What follows is data; output all of it exactly as given.

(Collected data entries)
──────
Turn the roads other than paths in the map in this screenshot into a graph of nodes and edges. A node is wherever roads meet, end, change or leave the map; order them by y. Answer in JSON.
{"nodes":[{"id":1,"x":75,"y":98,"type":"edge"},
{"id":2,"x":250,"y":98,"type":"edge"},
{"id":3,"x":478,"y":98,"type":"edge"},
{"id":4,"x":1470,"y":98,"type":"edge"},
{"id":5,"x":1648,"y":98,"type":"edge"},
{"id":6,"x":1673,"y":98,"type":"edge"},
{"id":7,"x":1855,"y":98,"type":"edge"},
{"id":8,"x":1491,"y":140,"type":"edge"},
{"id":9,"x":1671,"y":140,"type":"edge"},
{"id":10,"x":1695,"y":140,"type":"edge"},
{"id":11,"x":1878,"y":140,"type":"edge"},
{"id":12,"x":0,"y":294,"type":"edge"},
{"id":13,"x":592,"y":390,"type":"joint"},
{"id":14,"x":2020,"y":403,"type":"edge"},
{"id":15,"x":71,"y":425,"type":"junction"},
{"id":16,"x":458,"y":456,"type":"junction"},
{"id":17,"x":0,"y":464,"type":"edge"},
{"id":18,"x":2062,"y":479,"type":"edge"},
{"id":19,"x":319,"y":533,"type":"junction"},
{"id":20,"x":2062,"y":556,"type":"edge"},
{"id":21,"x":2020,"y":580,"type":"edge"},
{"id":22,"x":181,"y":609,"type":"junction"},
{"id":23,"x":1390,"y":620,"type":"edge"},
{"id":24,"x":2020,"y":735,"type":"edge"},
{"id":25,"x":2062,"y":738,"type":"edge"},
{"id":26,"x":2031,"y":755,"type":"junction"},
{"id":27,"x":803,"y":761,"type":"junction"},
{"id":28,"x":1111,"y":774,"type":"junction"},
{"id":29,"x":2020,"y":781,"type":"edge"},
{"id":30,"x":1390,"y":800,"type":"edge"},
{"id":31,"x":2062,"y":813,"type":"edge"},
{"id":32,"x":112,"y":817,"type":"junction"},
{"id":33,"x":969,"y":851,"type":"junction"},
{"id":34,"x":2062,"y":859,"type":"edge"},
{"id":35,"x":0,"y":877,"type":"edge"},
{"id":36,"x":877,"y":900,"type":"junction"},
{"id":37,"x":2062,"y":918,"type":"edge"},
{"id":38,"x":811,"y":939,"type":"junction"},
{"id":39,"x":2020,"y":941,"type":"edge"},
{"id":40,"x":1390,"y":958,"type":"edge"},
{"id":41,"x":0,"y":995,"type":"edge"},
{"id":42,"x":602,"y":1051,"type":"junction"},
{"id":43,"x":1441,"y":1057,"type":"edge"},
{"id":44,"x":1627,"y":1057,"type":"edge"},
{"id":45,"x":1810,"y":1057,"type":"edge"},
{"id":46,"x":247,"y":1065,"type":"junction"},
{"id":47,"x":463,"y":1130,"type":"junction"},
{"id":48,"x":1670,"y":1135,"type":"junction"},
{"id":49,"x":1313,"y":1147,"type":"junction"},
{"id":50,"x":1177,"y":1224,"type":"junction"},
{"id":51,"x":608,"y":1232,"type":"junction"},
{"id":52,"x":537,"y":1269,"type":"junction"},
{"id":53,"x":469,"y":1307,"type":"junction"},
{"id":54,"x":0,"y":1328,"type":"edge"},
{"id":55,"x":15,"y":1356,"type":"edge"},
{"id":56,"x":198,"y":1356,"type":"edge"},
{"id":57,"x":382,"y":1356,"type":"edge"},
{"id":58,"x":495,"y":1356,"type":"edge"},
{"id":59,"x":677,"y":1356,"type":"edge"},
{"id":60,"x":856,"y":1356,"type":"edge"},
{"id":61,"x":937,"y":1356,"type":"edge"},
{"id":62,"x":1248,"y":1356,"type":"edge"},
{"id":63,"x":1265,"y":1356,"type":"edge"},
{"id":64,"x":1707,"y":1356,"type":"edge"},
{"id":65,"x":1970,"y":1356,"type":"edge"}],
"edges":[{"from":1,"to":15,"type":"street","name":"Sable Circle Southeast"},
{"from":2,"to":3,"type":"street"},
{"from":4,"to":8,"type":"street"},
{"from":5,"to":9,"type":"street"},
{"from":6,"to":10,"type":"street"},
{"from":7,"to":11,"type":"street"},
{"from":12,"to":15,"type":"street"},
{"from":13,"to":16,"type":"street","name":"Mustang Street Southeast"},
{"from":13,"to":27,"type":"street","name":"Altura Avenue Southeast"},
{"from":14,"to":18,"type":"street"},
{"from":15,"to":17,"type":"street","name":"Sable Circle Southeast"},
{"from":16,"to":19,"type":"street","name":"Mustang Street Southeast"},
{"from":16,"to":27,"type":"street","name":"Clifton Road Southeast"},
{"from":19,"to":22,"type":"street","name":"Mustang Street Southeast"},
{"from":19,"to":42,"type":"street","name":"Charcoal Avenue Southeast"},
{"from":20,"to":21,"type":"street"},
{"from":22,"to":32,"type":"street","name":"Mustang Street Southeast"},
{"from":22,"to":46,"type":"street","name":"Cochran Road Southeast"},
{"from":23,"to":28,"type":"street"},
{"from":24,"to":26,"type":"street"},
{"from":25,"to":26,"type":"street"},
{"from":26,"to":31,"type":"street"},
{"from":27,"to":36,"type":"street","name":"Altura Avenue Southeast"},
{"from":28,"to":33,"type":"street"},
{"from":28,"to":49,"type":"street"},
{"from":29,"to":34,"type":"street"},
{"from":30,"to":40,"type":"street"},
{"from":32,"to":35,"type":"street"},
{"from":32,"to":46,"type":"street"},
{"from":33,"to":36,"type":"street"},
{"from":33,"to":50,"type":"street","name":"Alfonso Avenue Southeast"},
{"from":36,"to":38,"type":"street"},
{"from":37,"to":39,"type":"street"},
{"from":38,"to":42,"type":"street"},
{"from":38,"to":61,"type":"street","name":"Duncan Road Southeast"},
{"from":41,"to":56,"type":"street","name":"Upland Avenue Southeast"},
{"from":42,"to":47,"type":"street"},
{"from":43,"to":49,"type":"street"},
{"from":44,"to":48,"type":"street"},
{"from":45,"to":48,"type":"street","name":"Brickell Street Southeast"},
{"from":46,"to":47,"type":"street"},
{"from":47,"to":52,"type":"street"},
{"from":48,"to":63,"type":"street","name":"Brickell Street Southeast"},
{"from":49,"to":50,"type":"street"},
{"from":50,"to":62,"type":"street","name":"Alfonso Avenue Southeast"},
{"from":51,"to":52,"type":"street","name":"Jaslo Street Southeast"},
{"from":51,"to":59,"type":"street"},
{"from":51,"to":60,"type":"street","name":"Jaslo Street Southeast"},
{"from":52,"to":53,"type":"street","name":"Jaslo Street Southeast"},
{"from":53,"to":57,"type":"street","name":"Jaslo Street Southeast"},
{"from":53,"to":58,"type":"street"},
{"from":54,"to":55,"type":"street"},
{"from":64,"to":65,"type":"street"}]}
──────
## Completed exercise
Turn the roads other than paths in the map in this screenshot into a graph of nodes and edges. A node is wherever roads meet, end, change or leave the map; order them by y. Answer in JSON.
{"nodes":[{"id":1,"x":75,"y":98,"type":"edge"},
{"id":2,"x":250,"y":98,"type":"edge"},
{"id":3,"x":478,"y":98,"type":"edge"},
{"id":4,"x":1470,"y":98,"type":"edge"},
{"id":5,"x":1648,"y":98,"type":"edge"},
{"id":6,"x":1673,"y":98,"type":"edge"},
{"id":7,"x":1855,"y":98,"type":"edge"},
{"id":8,"x":1491,"y":140,"type":"edge"},
{"id":9,"x":1671,"y":140,"type":"edge"},
{"id":10,"x":1695,"y":140,"type":"edge"},
{"id":11,"x":1878,"y":140,"type":"edge"},
{"id":12,"x":0,"y":294,"type":"edge"},
{"id":13,"x":592,"y":390,"type":"joint"},
{"id":14,"x":2020,"y":403,"type":"edge"},
{"id":15,"x":71,"y":425,"type":"junction"},
{"id":16,"x":458,"y":456,"type":"junction"},
{"id":17,"x":0,"y":464,"type":"edge"},
{"id":18,"x":2062,"y":479,"type":"edge"},
{"id":19,"x":319,"y":533,"type":"junction"},
{"id":20,"x":2062,"y":556,"type":"edge"},
{"id":21,"x":2020,"y":580,"type":"edge"},
{"id":22,"x":181,"y":609,"type":"junction"},
{"id":23,"x":1390,"y":620,"type":"edge"},
{"id":24,"x":2020,"y":735,"type":"edge"},
{"id":25,"x":2062,"y":738,"type":"edge"},
{"id":26,"x":2031,"y":755,"type":"junction"},
{"id":27,"x":803,"y":761,"type":"junction"},
{"id":28,"x":1111,"y":774,"type":"junction"},
{"id":29,"x":2020,"y":781,"type":"edge"},
{"id":30,"x":1390,"y":800,"type":"edge"},
{"id":31,"x":2062,"y":813,"type":"edge"},
{"id":32,"x":112,"y":817,"type":"junction"},
{"id":33,"x":969,"y":851,"type":"junction"},
{"id":34,"x":2062,"y":859,"type":"edge"},
{"id":35,"x":0,"y":877,"type":"edge"},
{"id":36,"x":877,"y":900,"type":"junction"},
{"id":37,"x":2062,"y":918,"type":"edge"},
{"id":38,"x":811,"y":939,"type":"junction"},
{"id":39,"x":2020,"y":941,"type":"edge"},
{"id":40,"x":1390,"y":958,"type":"edge"},
{"id":41,"x":0,"y":995,"type":"edge"},
{"id":42,"x":602,"y":1051,"type":"junction"},
{"id":43,"x":1441,"y":1057,"type":"edge"},
{"id":44,"x":1627,"y":1057,"type":"edge"},
{"id":45,"x":1810,"y":1057,"type":"edge"},
{"id":46,"x":247,"y":1065,"type":"junction"},
{"id":47,"x":463,"y":1130,"type":"junction"},
{"id":48,"x":1670,"y":1135,"type":"junction"},
{"id":49,"x":1313,"y":1147,"type":"junction"},
{"id":50,"x":1177,"y":1224,"type":"junction"},
{"id":51,"x":608,"y":1232,"type":"junction"},
{"id":52,"x":537,"y":1269,"type":"junction"},
{"id":53,"x":469,"y":1307,"type":"junction"},
{"id":54,"x":0,"y":1328,"type":"edge"},
{"id":55,"x":15,"y":1356,"type":"edge"},
{"id":56,"x":198,"y":1356,"type":"edge"},
{"id":57,"x":382,"y":1356,"type":"edge"},
{"id":58,"x":495,"y":1356,"type":"edge"},
{"id":59,"x":677,"y":1356,"type":"edge"},
{"id":60,"x":856,"y":1356,"type":"edge"},
{"id":61,"x":937,"y":1356,"type":"edge"},
{"id":62,"x":1248,"y":1356,"type":"edge"},
{"id":63,"x":1265,"y":1356,"type":"edge"},
{"id":64,"x":1707,"y":1356,"type":"edge"},
{"id":65,"x":1970,"y":1356,"type":"edge"}],
"edges":[{"from":1,"to":15,"type":"street","name":"Sable Circle Southeast"},
{"from":2,"to":3,"type":"street"},
{"from":4,"to":8,"type":"street"},
{"from":5,"to":9,"type":"street"},
{"from":6,"to":10,"type":"street"},
{"from":7,"to":11,"type":"street"},
{"from":12,"to":15,"type":"street"},
{"from":13,"to":16,"type":"street","name":"Mustang Street Southeast"},
{"from":13,"to":27,"type":"street","name":"Altura Avenue Southeast"},
{"from":14,"to":18,"type":"street"},
{"from":15,"to":17,"type":"street","name":"Sable Circle Southeast"},
{"from":16,"to":19,"type":"street","name":"Mustang Street Southeast"},
{"from":16,"to":27,"type":"street","name":"Clifton Road Southeast"},
{"from":19,"to":22,"type":"street","name":"Mustang Street Southeast"},
{"from":19,"to":42,"type":"street","name":"Charcoal Avenue Southeast"},
{"from":20,"to":21,"type":"street"},
{"from":22,"to":32,"type":"street","name":"Mustang Street Southeast"},
{"from":22,"to":46,"type":"street","name":"Cochran Road Southeast"},
{"from":23,"to":28,"type":"street"},
{"from":24,"to":26,"type":"street"},
{"from":25,"to":26,"type":"street"},
{"from":26,"to":31,"type":"street"},
{"from":27,"to":36,"type":"street","name":"Altura Avenue Southeast"},
{"from":28,"to":33,"type":"street"},
{"from":28,"to":49,"type":"street"},
{"from":29,"to":34,"type":"street"},
{"from":30,"to":40,"type":"street"},
{"from":32,"to":35,"type":"street"},
{"from":32,"to":46,"type":"street"},
{"from":33,"to":36,"type":"street"},
{"from":33,"to":50,"type":"street","name":"Alfonso Avenue Southeast"},
{"from":36,"to":38,"type":"street"},
{"from":37,"to":39,"type":"street"},
{"from":38,"to":42,"type":"street"},
{"from":38,"to":61,"type":"street","name":"Duncan Road Southeast"},
{"from":41,"to":56,"type":"street","name":"Upland Avenue Southeast"},
{"from":42,"to":47,"type":"street"},
{"from":43,"to":49,"type":"street"},
{"from":44,"to":48,"type":"street"},
{"from":45,"to":48,"type":"street","name":"Brickell Street Southeast"},
{"from":46,"to":47,"type":"street"},
{"from":47,"to":52,"type":"street"},
{"from":48,"to":63,"type":"street","name":"Brickell Street Southeast"},
{"from":49,"to":50,"type":"street"},
{"from":50,"to":62,"type":"street","name":"Alfonso Avenue Southeast"},
{"from":51,"to":52,"type":"street","name":"Jaslo Street Southeast"},
{"from":51,"to":59,"type":"street"},
{"from":51,"to":60,"type":"street","name":"Jaslo Street Southeast"},
{"from":52,"to":53,"type":"street","name":"Jaslo Street Southeast"},
{"from":53,"to":57,"type":"street","name":"Jaslo Street Southeast"},
{"from":53,"to":58,"type":"street"},
{"from":54,"to":55,"type":"street"},
{"from":64,"to":65,"type":"street"}]}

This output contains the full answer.